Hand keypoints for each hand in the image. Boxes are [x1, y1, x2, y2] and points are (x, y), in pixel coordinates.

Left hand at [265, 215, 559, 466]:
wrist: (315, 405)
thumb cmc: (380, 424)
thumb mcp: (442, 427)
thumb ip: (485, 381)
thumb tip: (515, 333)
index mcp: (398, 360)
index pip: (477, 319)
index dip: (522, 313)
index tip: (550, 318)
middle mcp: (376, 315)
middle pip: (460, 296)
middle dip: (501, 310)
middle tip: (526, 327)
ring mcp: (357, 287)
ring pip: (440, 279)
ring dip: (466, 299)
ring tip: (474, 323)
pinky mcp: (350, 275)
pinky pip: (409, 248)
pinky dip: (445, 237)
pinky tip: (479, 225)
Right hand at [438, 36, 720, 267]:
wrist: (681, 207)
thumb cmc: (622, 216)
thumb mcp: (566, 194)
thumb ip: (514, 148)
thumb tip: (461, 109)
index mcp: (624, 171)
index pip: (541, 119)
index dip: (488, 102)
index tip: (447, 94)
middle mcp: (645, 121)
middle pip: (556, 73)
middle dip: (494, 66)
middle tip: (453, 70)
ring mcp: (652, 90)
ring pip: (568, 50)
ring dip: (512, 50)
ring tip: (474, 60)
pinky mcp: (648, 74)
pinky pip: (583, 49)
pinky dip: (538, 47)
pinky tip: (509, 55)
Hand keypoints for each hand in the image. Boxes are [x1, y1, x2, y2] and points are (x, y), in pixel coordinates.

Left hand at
= = = = =
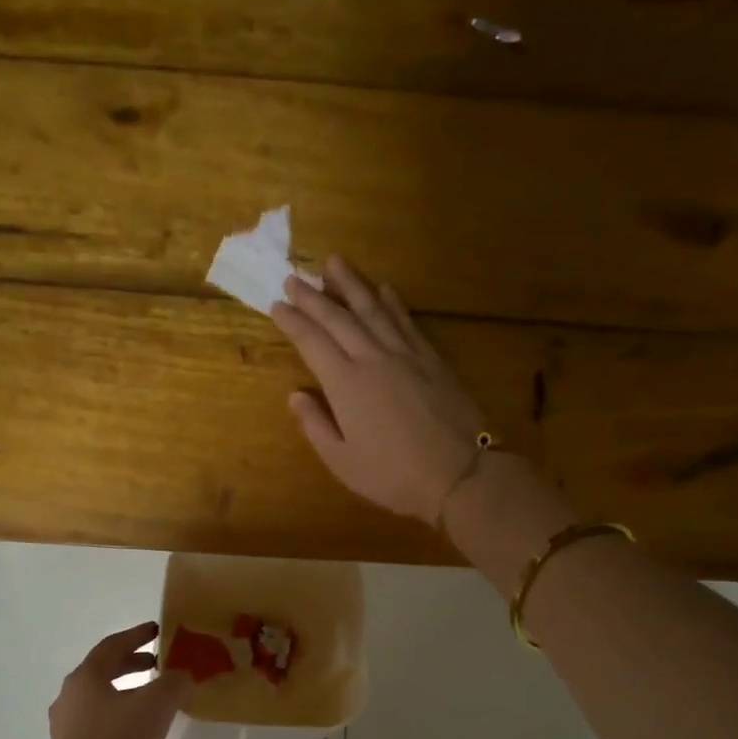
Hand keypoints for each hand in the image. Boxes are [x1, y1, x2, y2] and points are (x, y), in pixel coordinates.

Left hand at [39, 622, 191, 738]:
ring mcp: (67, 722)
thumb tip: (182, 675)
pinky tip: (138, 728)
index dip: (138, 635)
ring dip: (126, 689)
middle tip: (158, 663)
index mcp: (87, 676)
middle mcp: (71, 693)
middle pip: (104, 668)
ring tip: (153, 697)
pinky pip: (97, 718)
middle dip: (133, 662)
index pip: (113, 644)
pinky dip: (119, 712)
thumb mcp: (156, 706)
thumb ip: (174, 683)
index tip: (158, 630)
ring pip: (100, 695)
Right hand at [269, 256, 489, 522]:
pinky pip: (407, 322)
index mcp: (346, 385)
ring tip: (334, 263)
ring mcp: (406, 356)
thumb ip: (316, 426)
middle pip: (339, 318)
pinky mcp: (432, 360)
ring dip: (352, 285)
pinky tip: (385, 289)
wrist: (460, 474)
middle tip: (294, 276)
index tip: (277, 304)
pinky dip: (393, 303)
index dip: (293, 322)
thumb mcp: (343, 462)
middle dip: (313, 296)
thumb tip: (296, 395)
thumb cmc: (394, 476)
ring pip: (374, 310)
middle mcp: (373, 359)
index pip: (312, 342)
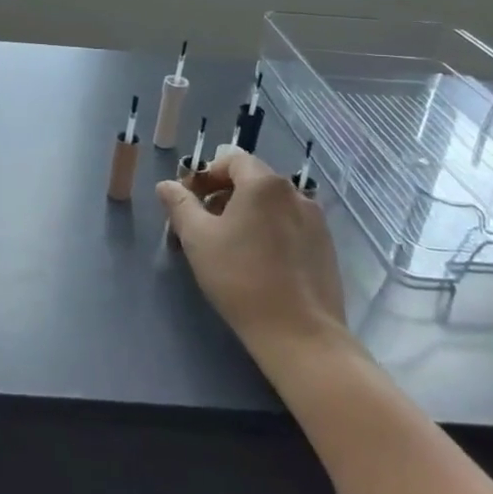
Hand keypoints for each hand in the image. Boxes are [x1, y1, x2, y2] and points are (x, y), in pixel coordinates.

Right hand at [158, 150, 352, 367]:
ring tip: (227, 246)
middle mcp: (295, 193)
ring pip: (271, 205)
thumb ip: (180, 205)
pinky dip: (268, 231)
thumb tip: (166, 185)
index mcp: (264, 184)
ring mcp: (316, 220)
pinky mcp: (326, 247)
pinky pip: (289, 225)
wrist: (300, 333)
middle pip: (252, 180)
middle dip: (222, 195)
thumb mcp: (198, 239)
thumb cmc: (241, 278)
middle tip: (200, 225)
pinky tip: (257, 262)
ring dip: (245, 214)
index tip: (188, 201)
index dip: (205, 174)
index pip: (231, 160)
= = = = =
* Activity *
Begin at the line above that has "wrist: (300, 333)" and stop after the line that has "index pip: (231, 160)", copying each line exactly and adding nothing else.

* Completed exercise *
wrist: (300, 333)
middle pip: (252, 180)
middle dip: (222, 195)
thumb mcp: (198, 239)
thumb cmc: (241, 278)
middle tip: (200, 225)
pinky tip: (257, 262)
ring dip: (245, 214)
index tip: (188, 201)
index dip: (205, 174)
index pip: (231, 160)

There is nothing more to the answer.